Kinetic study of thermal- and impact-initiated reactions in Al–Fe2O3 nanothermite

A study on the kinetics of thermal- and impact-initiated chemical reactions in Al–Fe2O3 nanothermites prepared using self-assembly and solvent-based mixing techniques was conducted in this work. Thermochemical initiation using ignition wire, dynamic pressure tests, and differential thermal analysis showed significant enhancement in reaction kinetics for the thermite prepared by self-assembly, in contrast to those prepared by simple physical mixing of nano- and micro-sized powder precursors. The intimate mixing using self-assembly increases the interfacial contact area between Al and Fe2O3, which influences the thermochemical reaction initiation characteristics more so than the particle size effects. On the other hand, results of impact-initiation of reactions at velocities up to 400 m s−1 reveal that the reactant particle size plays a more dominant role in the case of such mechanochemical processes.
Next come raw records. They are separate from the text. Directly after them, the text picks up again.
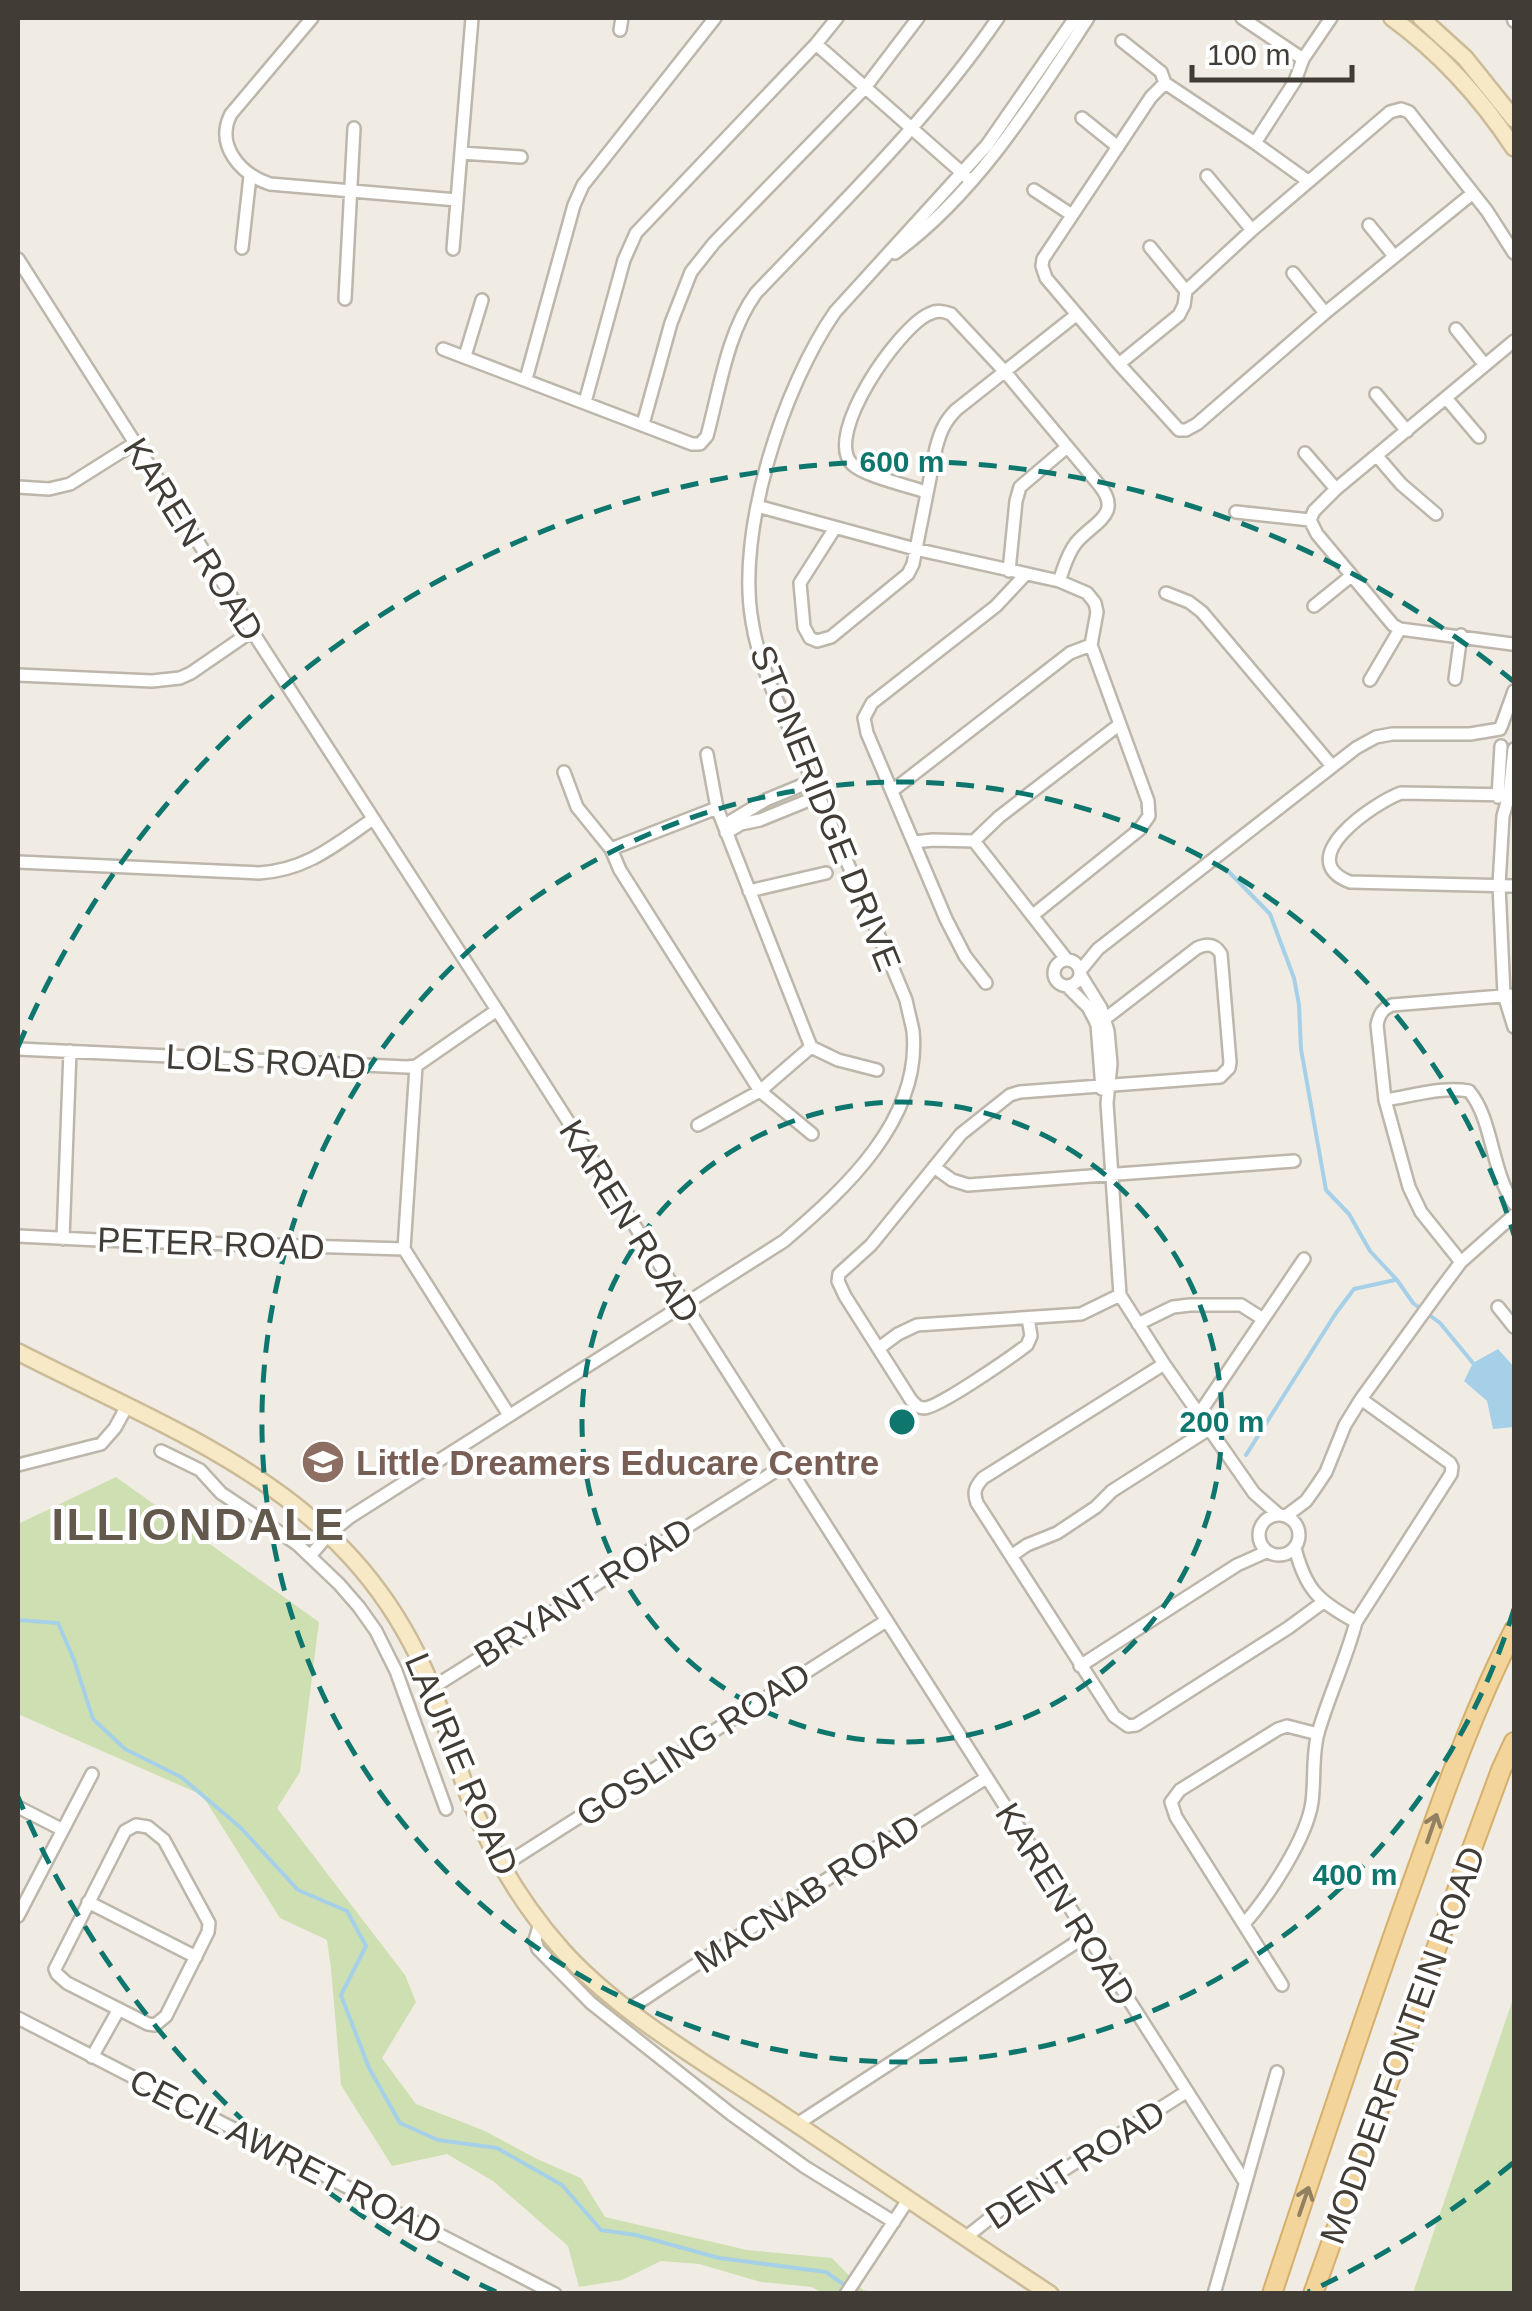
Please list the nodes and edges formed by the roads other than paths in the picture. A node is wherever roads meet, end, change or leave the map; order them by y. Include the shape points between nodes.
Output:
1 (312, 18) edge
2 (472, 18) edge
3 (715, 18) edge
4 (837, 18) edge
5 (918, 18) edge
6 (998, 18) edge
7 (1075, 18) edge
8 (1088, 18) edge
9 (1242, 18) edge
10 (1332, 18) edge
11 (1392, 18) edge
12 (1421, 18) edge
13 (1122, 41) dead end
14 (816, 44) junction
15 (1303, 59) junction
16 (1165, 83) junction
17 (864, 88) junction
18 (1082, 118) dead end
19 (1514, 118) edge
20 (354, 128) dead end
21 (913, 129) junction
22 (1256, 143) junction
23 (1118, 146) junction
24 (1514, 148) edge
25 (461, 153) junction
26 (520, 157) dead end
27 (250, 176) junction
28 (1208, 176) dead end
29 (967, 177) junction
30 (1308, 181) junction
31 (1034, 190) dead end
32 (352, 192) junction
33 (1473, 193) junction
34 (457, 200) junction
35 (1072, 215) junction
36 (1368, 226) dead end
37 (1252, 230) junction
38 (1150, 247) dead end
39 (242, 248) dead end
40 (453, 249) dead end
41 (1514, 253) edge
42 (1394, 256) junction
43 (20, 268) edge
44 (1293, 274) dead end
45 (1186, 290) junction
46 (346, 299) dead end
47 (482, 300) dead end
48 (1325, 313) junction
49 (1076, 315) junction
50 (1456, 328) dead end
51 (1514, 341) edge
52 (443, 349) dead end
53 (465, 356) junction
54 (1119, 364) junction
55 (1486, 366) junction
56 (1006, 372) junction
57 (526, 379) junction
58 (1376, 394) dead end
59 (1446, 398) junction
60 (585, 402) junction
61 (643, 424) junction
62 (1406, 431) junction
63 (1480, 437) dead end
64 (135, 443) junction
65 (1066, 446) junction
66 (1305, 453) dead end
67 (1377, 456) junction
68 (18, 487) edge
69 (1336, 489) junction
70 (926, 492) junction
71 (756, 506) junction
72 (1236, 512) dead end
73 (1436, 514) dead end
74 (1310, 520) junction
75 (829, 526) junction
76 (915, 549) junction
77 (1009, 571) junction
78 (1025, 575) junction
79 (1351, 576) junction
80 (1059, 581) junction
81 (1166, 592) dead end
82 (1314, 606) dead end
83 (1400, 629) junction
84 (252, 631) junction
85 (1460, 635) junction
86 (1514, 645) edge
87 (1091, 646) junction
88 (18, 674) edge
89 (1455, 679) dead end
90 (1370, 680) dead end
91 (1514, 691) edge
92 (1120, 724) junction
93 (1505, 727) edge
94 (1470, 734) junction
95 (1507, 747) edge
96 (707, 754) dead end
97 (1332, 766) junction
98 (564, 772) dead end
99 (812, 781) junction
100 (892, 791) junction
101 (1507, 795) edge
102 (819, 796) junction
103 (717, 808) junction
104 (373, 819) junction
105 (725, 829) junction
106 (974, 841) junction
107 (914, 842) junction
108 (611, 849) junction
109 (18, 862) edge
110 (826, 872) dead end
111 (1500, 886) junction
112 (1514, 886) edge
113 (749, 891) junction
114 (1032, 915) junction
115 (1071, 966) junction
116 (986, 983) dead end
117 (1066, 986) junction
118 (1509, 995) edge
119 (497, 1010) junction
120 (1101, 1021) junction
121 (1514, 1026) edge
122 (811, 1048) junction
123 (18, 1049) edge
124 (70, 1051) junction
125 (416, 1066) junction
126 (877, 1070) dead end
127 (1106, 1086) junction
128 (760, 1090) junction
129 (1385, 1100) junction
130 (698, 1126) dead end
131 (812, 1134) dead end
132 (1294, 1161) dead end
133 (934, 1166) junction
134 (1111, 1174) junction
135 (1514, 1204) edge
136 (1514, 1215) edge
137 (18, 1236) edge
138 (63, 1239) junction
139 (404, 1248) junction
140 (1304, 1260) dead end
141 (1461, 1262) junction
142 (1120, 1296) junction
143 (683, 1305) junction
144 (1498, 1307) dead end
145 (1028, 1318) junction
146 (1263, 1319) junction
147 (1138, 1324) junction
148 (1514, 1326) edge
149 (879, 1348) junction
150 (18, 1352) edge
151 (1164, 1364) junction
152 (1361, 1400) junction
153 (128, 1406) junction
154 (1199, 1414) junction
155 (509, 1415) junction
156 (1209, 1429) junction
157 (162, 1451) dead end
158 (18, 1465) edge
159 (785, 1465) junction
160 (1254, 1493) junction
161 (1306, 1501) junction
162 (1282, 1516) junction
163 (1263, 1523) junction
164 (1298, 1530) junction
165 (329, 1534) junction
166 (1295, 1548) junction
167 (1268, 1550) junction
168 (310, 1556) junction
169 (1010, 1556) junction
170 (1301, 1571) junction
171 (1322, 1602) junction
172 (886, 1621) junction
173 (1356, 1622) junction
174 (1514, 1630) edge
175 (1080, 1666) junction
176 (432, 1688) junction
177 (1318, 1734) junction
178 (1514, 1742) edge
179 (92, 1774) dead end
180 (986, 1778) junction
181 (18, 1807) edge
182 (446, 1809) dead end
183 (61, 1829) junction
184 (501, 1867) junction
185 (88, 1902) junction
186 (18, 1916) edge
187 (540, 1923) junction
188 (1244, 1924) junction
189 (1086, 1936) junction
190 (196, 1957) junction
191 (1282, 1985) dead end
192 (119, 2009) junction
193 (628, 2009) junction
194 (18, 2018) edge
195 (92, 2057) junction
196 (703, 2062) junction
197 (1277, 2072) dead end
198 (689, 2081) junction
199 (1186, 2092) junction
200 (797, 2124) junction
201 (1245, 2182) junction
202 (908, 2200) junction
203 (894, 2222) junction
204 (965, 2238) junction
205 (555, 2294) edge
206 (846, 2294) edge
207 (1050, 2294) edge
208 (1214, 2294) edge
209 (1270, 2294) edge
210 (1313, 2294) edge

1 - 27 street via 226,124 230,153
2 - 25 street
3 - 57 street via 578,193
4 - 14 street
5 - 17 street
6 - 21 street
7 - 29 street, STONERIDGE DRIVE
8 - 29 street, STONERIDGE DRIVE via 1034,99
9 - 15 street
10 - 15 street
11 - 24 main road via 1450,68
12 - 19 main road
13 - 16 street via 1161,72
14 - 17 street
14 - 60 street via 636,233
15 - 22 street
16 - 22 street
16 - 23 street
17 - 21 street
17 - 61 street via 691,272
18 - 23 street
20 - 32 street
21 - 29 street
21 - 61 street via 747,305 703,442
22 - 30 street
23 - 35 street
25 - 26 street
25 - 34 street
27 - 32 street
27 - 39 street
28 - 37 street
29 - 71 street, STONERIDGE DRIVE via 958,197 835,312 808,356
30 - 33 street via 1401,109
30 - 37 street
31 - 35 street
32 - 34 street
32 - 46 street
33 - 41 street
33 - 42 street
34 - 40 street
35 - 49 street via 1042,266
36 - 42 street
37 - 45 street
38 - 45 street
42 - 48 street
43 - 64 street, KAREN ROAD
44 - 48 street
45 - 54 street via 1178,315
47 - 53 street
48 - 54 street via 1186,430 1172,425
49 - 54 street
49 - 56 street
50 - 55 street
51 - 55 street
52 - 53 street
53 - 57 street
55 - 59 street
56 - 65 street
56 - 70 street via 946,421
56 - 70 street via 951,314 940,311 922,318 870,378 846,436 848,459
57 - 60 street
58 - 62 street
59 - 62 street
59 - 63 street
60 - 61 street
62 - 67 street
64 - 68 street via 70,484
64 - 84 street, KAREN ROAD
65 - 77 street via 1020,487
65 - 80 street via 1105,491 1109,505 1070,551
66 - 69 street
67 - 69 street
67 - 73 street
69 - 74 street
70 - 76 street
71 - 75 street
71 - 99 street, STONERIDGE DRIVE via 748,581 754,632
72 - 74 street
74 - 79 street
75 - 76 street
75 - 76 street via 799,588 804,627 817,642 906,578
76 - 77 street
77 - 78 street
78 - 80 street
78 - 100 street via 867,710 865,728
79 - 82 street
79 - 83 street
80 - 87 street via 1094,603
81 - 97 street via 1202,612
83 - 85 street
83 - 90 street
84 - 88 street via 180,678
84 - 104 street, KAREN ROAD
85 - 86 street
85 - 89 street
87 - 92 street
87 - 100 street via 1070,652
91 - 93 street
92 - 106 street
92 - 114 street via 1148,802 1146,823
93 - 94 street
93 - 95 street via 1497,739
94 - 95 street
94 - 97 street via 1376,737
95 - 101 street
96 - 103 street
97 - 115 street
98 - 108 street via 577,807
99 - 102 street, STONERIDGE DRIVE
99 - 105 street via 766,800
100 - 107 street
101 - 111 street
101 - 111 street via 1401,793 1334,840 1328,859 1350,882
102 - 105 street
102 - 143 street, STONERIDGE DRIVE via 906,1000 913,1032 906,1089 879,1143 811,1218
103 - 105 street
103 - 108 street
104 - 109 street via 284,871
104 - 119 street, KAREN ROAD
105 - 113 street
106 - 107 street
106 - 114 street
107 - 116 street via 946,920
108 - 128 street
110 - 113 street
111 - 112 street
111 - 118 street
113 - 122 street
114 - 115 street via 1057,957
115 - 117 street via 1077,981
115 - 117 street via 1056,979
115 - 120 street
117 - 120 street
118 - 121 street
118 - 129 street via 1385,1008 1377,1025
119 - 125 street, LOLS ROAD
119 - 143 street, KAREN ROAD
120 - 127 street
120 - 127 street via 1198,948 1214,946 1222,954 1230,1062 1225,1073
122 - 126 street
122 - 128 street
123 - 124 street, LOLS ROAD
124 - 125 street, LOLS ROAD
124 - 138 street
125 - 139 street
127 - 133 street via 1010,1094
127 - 134 street
128 - 130 street
128 - 131 street
129 - 135 street via 1470,1091
129 - 141 street via 1415,1202
132 - 134 street
133 - 134 street via 968,1185
133 - 149 street via 839,1274 840,1288
134 - 142 street
136 - 141 street
137 - 138 street, PETER ROAD
138 - 139 street, PETER ROAD
139 - 155 street
140 - 146 street
141 - 152 street
142 - 145 street via 1082,1314
142 - 147 street
143 - 155 street, STONERIDGE DRIVE
143 - 159 street, KAREN ROAD
144 - 148 street
145 - 149 street via 918,1325
145 - 149 street via 1027,1345 925,1408 911,1400
146 - 147 street via 1241,1306 1190,1305
146 - 154 street
147 - 151 street
150 - 153 main road, LAURIE ROAD
151 - 154 street
151 - 169 street via 976,1486 977,1503
152 - 161 street
152 - 173 street via 1452,1467
153 - 158 street via 101,1444
153 - 165 main road, LAURIE ROAD via 266,1482
154 - 156 street
155 - 165 street, STONERIDGE DRIVE
156 - 160 street
156 - 169 street via 1057,1533
157 - 168 street via 200,1470
159 - 172 street, KAREN ROAD
159 - 176 street, BRYANT ROAD
160 - 162 street
160 - 163 street
161 - 162 street
161 - 164 street
162 - 163 street
162 - 164 street
163 - 167 street via 1258,1535
164 - 166 street
165 - 168 street, STONERIDGE DRIVE
165 - 176 main road, LAURIE ROAD via 399,1620
166 - 167 street via 1285,1555
166 - 170 street
167 - 170 street
167 - 175 street
168 - 182 street via 359,1607 388,1654
169 - 175 street
170 - 171 street
171 - 173 street
171 - 175 street via 1136,1725 1114,1716
172 - 180 street, KAREN ROAD
172 - 184 street, GOSLING ROAD
173 - 177 street
209 -> 174 main road, MODDERFONTEIN ROAD via 1456,1760
176 - 184 main road, LAURIE ROAD
177 - 188 street via 1306,1825
177 - 188 street via 1278,1729 1171,1802
178 - 210 main road, MODDERFONTEIN ROAD
179 - 183 street
180 - 189 street, KAREN ROAD
180 - 193 street, MACNAB ROAD
181 - 183 street
183 - 186 street
184 - 187 main road, LAURIE ROAD
185 - 190 street
185 - 190 street via 125,1831 148,1827 164,1840 210,1923
185 - 192 street via 55,1969 67,1983
187 - 193 main road, LAURIE ROAD
187 - 198 street via 538,1950 557,1971
188 - 191 street
189 - 199 street, KAREN ROAD
189 - 200 street
190 - 192 street via 161,2022 148,2024
192 - 195 street
193 - 196 main road, LAURIE ROAD
194 - 195 street, CECIL AWRET ROAD
195 - 205 street, CECIL AWRET ROAD
196 - 198 street
196 - 200 main road, LAURIE ROAD
197 - 201 street
198 - 203 street via 780,2150
199 - 201 street, KAREN ROAD
199 - 204 street, DENT ROAD
200 - 202 main road, LAURIE ROAD
201 - 208 street
202 - 203 street
202 - 204 main road, LAURIE ROAD
203 - 206 street
204 - 207 main road, LAURIE ROAD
It was found that micron-size thermite powder mixture system reacts at a lower impact energy threshold than the mixtures of nano-sized powders prepared either by solvent-mixing or self-assembly. The difference in the reaction threshold is associated with the higher localized strain resulting from fewer interparticle contacts in micro-sized powders in comparison to more distributed strain achieved during impact-initiation of nano-sized thermite particle.